- Conference date: 29 August-2 September 2004
- Location: Aveiro (Portugal)
How can a new incoming biochemical node measure the degree of nodes already present in a network and thus decide, on the basis of this counting, to preferentially connect with the more connected ones? Although such explicit comparison and choice is quite plausible in the case of manmade networks, leading the network to a scale‐free topology, it is much harder to conceive for biochemical networks such as reaction or protein interaction networks. In this paper, computer experiments of growing networks will be proposed as more elementary but more tractable versions of a long tradition of simulations of immune networks and chemical reaction networks described in past publications and largely forgotten since.
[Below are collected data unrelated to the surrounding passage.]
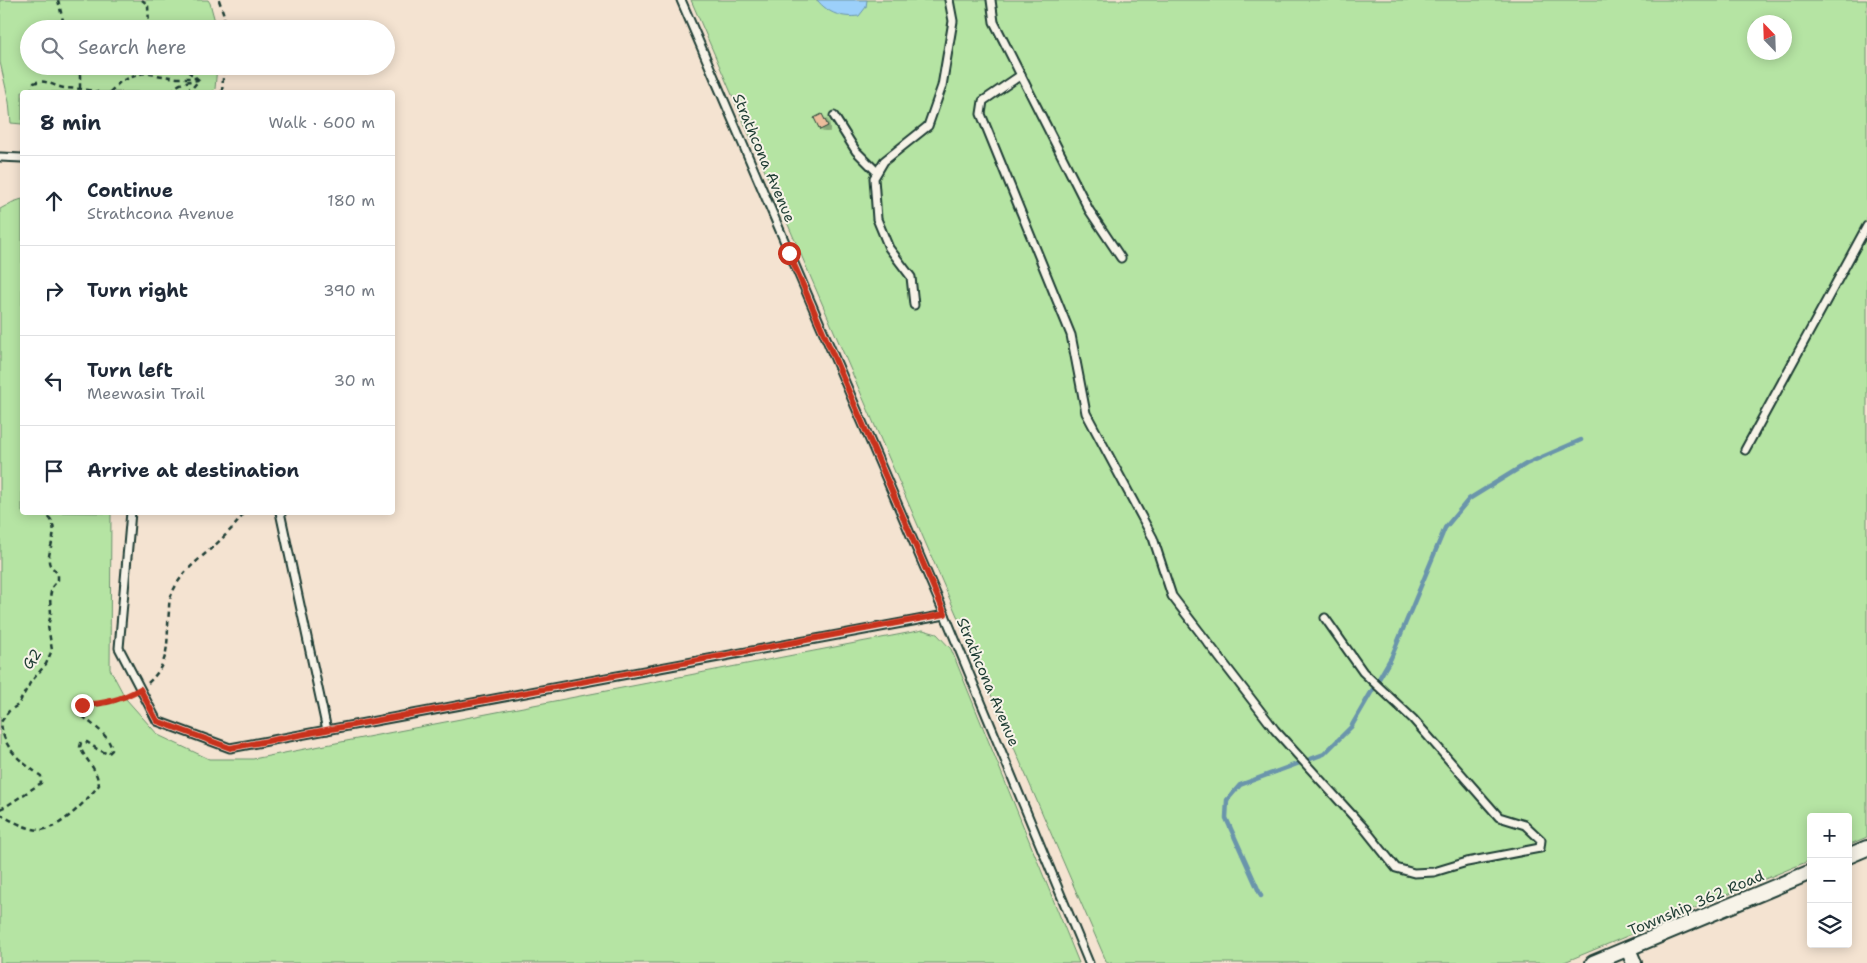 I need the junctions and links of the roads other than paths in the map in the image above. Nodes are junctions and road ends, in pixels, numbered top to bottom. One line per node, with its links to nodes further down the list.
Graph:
1 (681, 0): 15 (lane, Strathcona Avenue)
2 (949, 0): 8 (lane)
3 (991, 0): 4 (lane)
4 (1021, 75): 10 (lane); 16 (lane)
5 (834, 116): 8 (lane)
6 (0, 157): 7 (lane)
7 (20, 158)
8 (877, 172): 11 (lane)
9 (1867, 226): 12 (lane)
10 (1122, 258)
11 (914, 305)
12 (1744, 450)
13 (131, 515): 17 (lane)
14 (281, 515): 17 (lane)
15 (945, 614): 17 (lane); 22 (lane, Strathcona Avenue)
16 (1325, 618)
17 (326, 730)
18 (1867, 848): 19 (street)
19 (1852, 854)
20 (1807, 874): 21 (street, Township 362 Road)
21 (1628, 949): 23 (street, Township 362 Road); 24 (street)
22 (1089, 963)
23 (1593, 963)
24 (1634, 963)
These simulations will try to respect as simply and as far as possible basic biochemical characteristics such as the heterogeneity of biochemical nodes, the existence of natural hubs, the way nodes bind by mutual affinity, the significance of type‐based networks as compared with instance‐based ones and the consequent importance of the nodes concentration to the selection of the partners of the incoming nodes. A scale‐free topology will be discussed as a very unlikely outcome when compared with exponential decay obtained by a random growth. We will see that the presence of hubs and all the classical functional properties attributed to them (robustness, small‐world and epidemic propagation) might be perfectly compatible with an exponential shape obtained by less constrained growing rules. Initial conceptual issues are first discussed using simplified models and are validated by a more extensive framework based on the logical structure of biochemical systems that was defined for the simulation of dynamics and metadynamics of chemical reaction networks.